Children - Robert Cowden Egbert, John Charles Egbert, Alvin Clark Egbert, Francis Marion Egbert, William Ward Egbert, Sarah Catherine Egbert, Joseph Samuel Egbert, Seymour Dudley Egbert

Robert Cowden Egbert was a Utah Pioneer and member of the Mormon Battalion during the war with Mexico.

He was buried on Nov. 5, 1863 at Fillmore Cemetery, Millard County, Utah. A headstone is also at Granite, Salt Lake County, Utah.

Biography - Robert Egbert was one of twelve children of John Egbert and Susannah Hahn. His parents were from Staten Island, New York and Hagerstown, Maryland. When John and Susannah were married in 1802, they sought opportunity and adventure by going west along the Allegheny and Ohio rivers to settle in Breckenridge, Kentucky. In 1816, soon after the Battle of Tippicanoe, they moved to Sullivan in the new state of Indiana. Robert Egbert was born there in 1821.

In 1831 and 32 the whole frontier country was electrified by the news that a young man named Joseph Smith had found a golden book hidden in Western New York State and that the book had been given to him by an angel. He even said that he had seen God and Jesus Christ, who had instructed him to form a new church.

While John Egbert, from the experiences of his boyhood, was disgusted with religion, (he had been apprenticed out to a Catholic Cobbler as a boy to learn the harness and shoemaking trades) he felt that this might be something different. He walked several hundred miles over the western part of the State and secured a copy of the Book of Mormon. He read it eagerly and believed its message. Soon after, John and Susannah Egbert (52 and 44 respectively) and their 12 children including 12 year old Robert were baptized in 1833. They moved to Independence, Jackson County, Missouri, which had been designated as a gathering place of the saints.

The Egberts in Missouri, 1833 - 1838

That summer, the Egberts built a home and planted crops. Ron Romeg of the Missouri Mormon Frontier Association believes they would have lived in the Little Blue Settlement east of Independence on other peoples land. But there had been problems with the original non-Mormon settlers. Many of the original settlers were from the southern states and favored slavery. Most of the Mormons were from New England or the northern states. There had already been disturbances where the Mormon press had been destroyed and two church leaders tarred and feathered.

The home of the Egberts, being on the outskirts of the settlement, was one of the first to be raided by mobs that fall. The family, on being appraised of the approach of the mob, hurriedly cut a bolt of homespun cloth, then being woven on the family loom, hid it in the loft of their dwelling. The home was ransacked, everything of value was taken. The barn was raided and one of their most valuable horses was stolen. Later the leader of the mob was seen riding the horse.

During the raid, John Egbert asked one of the mob for some tobacco; the mobber replied he would rather give him a piece of lead, whereupon John opened his shirt, bared his breast, and told him to shoot. This display of nerve evidently cowed the bravado of the mobber.

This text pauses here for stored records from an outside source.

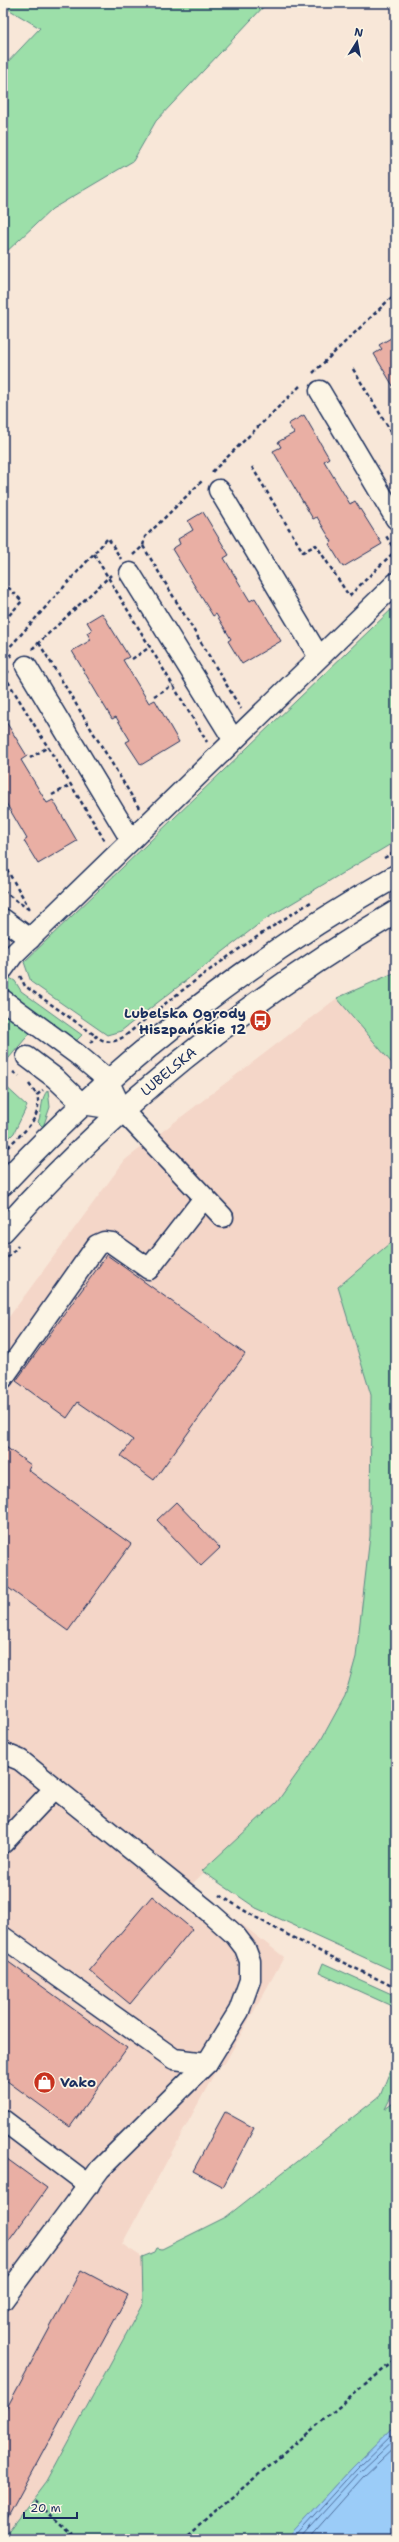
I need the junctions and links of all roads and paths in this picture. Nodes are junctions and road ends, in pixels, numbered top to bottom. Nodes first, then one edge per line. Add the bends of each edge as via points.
1 (396, 293) edge
2 (353, 369) dead end
3 (310, 385) junction
4 (298, 388) junction
5 (396, 440) edge
6 (252, 467) dead end
7 (211, 481) junction
8 (389, 525) edge
9 (94, 554) junction
10 (127, 568) joint
11 (108, 578) junction
12 (3, 582) edge
13 (396, 583) edge
14 (3, 614) edge
15 (7, 618) junction
16 (3, 622) edge
17 (39, 642) junction
18 (150, 647) junction
19 (7, 650) dead end
20 (319, 657) junction
21 (28, 659) joint
22 (132, 659) dead end
23 (4, 675) dead end
24 (173, 685) junction
25 (154, 696) dead end
26 (245, 715) dead end
27 (234, 740) junction
28 (48, 747) junction
29 (211, 748) dead end
30 (30, 758) dead end
31 (71, 785) junction
32 (52, 795) dead end
33 (142, 814) dead end
34 (131, 840) junction
35 (108, 847) dead end
36 (3, 863) edge
37 (396, 876) edge
38 (3, 891) edge
39 (31, 911) junction
40 (396, 912) edge
41 (37, 916) dead end
42 (3, 919) edge
43 (30, 939) junction
44 (4, 967) edge
45 (3, 1000) edge
46 (96, 1036) dead end
47 (27, 1057) dead end
48 (13, 1072) dead end
49 (108, 1080) junction
50 (47, 1086) dead end
51 (37, 1095) junction
52 (82, 1104) junction
53 (122, 1110) junction
54 (3, 1152) edge
55 (3, 1184) edge
56 (204, 1198) junction
57 (223, 1217) dead end
58 (12, 1237) edge
59 (3, 1263) edge
60 (3, 1378) edge
61 (3, 1753) edge
62 (55, 1788) junction
63 (3, 1843) edge
64 (217, 1893) dead end
65 (3, 1937) edge
66 (396, 1988) edge
67 (207, 2063) junction
68 (3, 2120) edge
69 (89, 2185) junction
70 (3, 2300) edge
71 (396, 2359) edge
72 (34, 2500) dead end
73 (84, 2539) edge
74 (182, 2539) edge

1 - 3 path
2 - 5 path
3 - 4 path
3 - 4 path
3 - 8 street
4 - 7 path
6 - 8 path via 303,552 316,545 349,596 395,551
7 - 20 street
7 - 26 path via 145,537 143,546
9 - 10 path via 108,538
9 - 11 path
9 - 19 path
10 - 27 street
11 - 17 path
11 - 18 path
12 - 15 path via 22,601
13 - 20 street
14 - 15 path
15 - 16 path
17 - 21 path
17 - 33 path
18 - 22 path
18 - 24 path
20 - 27 street
21 - 34 street
23 - 28 path
24 - 25 path
24 - 29 path
27 - 34 street
28 - 30 path
28 - 31 path
31 - 32 path
31 - 35 path
34 - 43 street
36 - 39 path
37 - 49 main road via 263,958 180,1020
38 - 39 path
39 - 41 path
40 - 53 main road, LUBELSKA via 239,1015
42 - 43 street
43 - 44 street
44 - 46 path via 23,978 25,986
45 - 49 street
47 - 52 street via 55,1078
48 - 51 path via 30,1084
49 - 52 main road
49 - 53 street
50 - 51 path
51 - 54 path via 38,1109 33,1120
52 - 53 street
52 - 55 main road
53 - 56 street
53 - 58 main road, LUBELSKA via 50,1180
56 - 57 street
56 - 60 street via 149,1269 112,1243 104,1242 97,1245
58 - 59 path
61 - 62 street via 20,1760
62 - 63 street
62 - 67 street via 208,1911 245,1948 250,1961 250,1980 246,1995
64 - 66 path via 243,1911 288,1935
65 - 67 street via 174,2059
67 - 69 street via 100,2169
68 - 69 street
69 - 70 street
71 - 74 path
72 - 73 path via 72,2535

They were forced to leave their crops, nearly ready to harvest, for Clay County, Missouri. Four years later, in 1837, they had to leave their homes again for Far West, Missouri, 30 miles further north. Robert’s father and brothers owned 240 acres of land about 3 miles northwest of the Far West Temple site. Two years later, they were driven from Missouri, traveling in the dead of winter to Illinois where Nauvoo was founded in 1839.

Robert and Seviah Cunningham Egbert, married April 1, 1846

Seviah Cunningham Egbert's family was from Massachusetts and joined the Mormon Church in the early 1830's. They also came to Missouri and lived through similar trials.

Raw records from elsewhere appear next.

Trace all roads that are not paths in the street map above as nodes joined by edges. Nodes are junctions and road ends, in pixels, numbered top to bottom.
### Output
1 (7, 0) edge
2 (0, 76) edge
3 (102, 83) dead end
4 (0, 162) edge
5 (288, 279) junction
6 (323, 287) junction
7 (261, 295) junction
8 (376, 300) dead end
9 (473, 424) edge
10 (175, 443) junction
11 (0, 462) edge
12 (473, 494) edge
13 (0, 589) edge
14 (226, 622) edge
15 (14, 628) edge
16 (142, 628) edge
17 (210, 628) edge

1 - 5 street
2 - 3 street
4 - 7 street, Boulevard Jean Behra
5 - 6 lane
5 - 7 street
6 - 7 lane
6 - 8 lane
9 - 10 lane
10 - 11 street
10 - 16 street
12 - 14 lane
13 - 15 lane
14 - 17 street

When in Nauvoo, Seviah, then 17 met Robert Egbert who was 25 years old. He was working on the Nauvoo temple at the time. They were married in the Nauvoo Temple on April 1, 1846; just one week before the Parks and Gardners arrived in Nauvoo from Canada. It is possible that they would have left within a week or two of David and Ann Brooks Park and may have encountered the Canadian Company on the trail across Iowa. They had barely gotten married when they left Nauvoo to travel west, stopping 2 months later at Council Bluffs.

Robert Egbert Joins the Mormon Battalion, 1846 - 1848

While in Council Bluffs, the president of the United States sent orders to Brigham Young to send 500 men to fight in the Mexican War. Robert Egbert was in the 1st Company (A) of the Mormon Battalion and left for Fort Levenworth, Kansas on July 20, 1846. Two of his brother’s in law, Gordon and Orin Beckstead also joined as a part of this company. The Battalion traveled to Mexico and on to San Diego and Los Angeles being the first to raise the American flag over that city on July 4, 1847.

There they were released on July 20, 1847 and most of them including Robert traveled back up through Northern California. They met many of the “Brooklyn” saints at New Hope on August 21st and camped 2 miles from Sutter’s Fort on August 26th. They gathered supplies and arrived at the site of the Donner Party tragedy on September 6th and viewed the remains of those who had died 9 months earlier. That same day they met Sam Brannan returning from his visit with Brigham Young. Brannan told them of Brigham Young’s unwillingness to leave the Salt Lake Valley and said, “ when he (Brigham) has fairly tried it. He will find that I was right and he was wrong, and will come to California.”

The next day, they met Capt. James Brown, of the Pueblo detachment of the Battalion, who Brigham Young had sent to advise them to stay in California for the winter unless they had means to sustain them in Salt Lake. Approximately 100 of the Battalion Members continued on to Salt Lake going by way of Fort Hall, Idaho and arrived in Salt Lake between October 16 and 27, 1847. Thirty-two of the battalion were eager to meet their wives and families and pushed on arriving in Winter Quarters on December 17, 1847. A number of the Battalion men who went back to California worked for John Sutter and were there when Gold was discovered on January 24, 1848.

Robert Egbert stayed the winter of 1847-1848 in Salt Lake being fed and housed by Wilford Woodruff’s family. He intended to return the next spring to Council Bluffs to bring his wife and wagon to Utah.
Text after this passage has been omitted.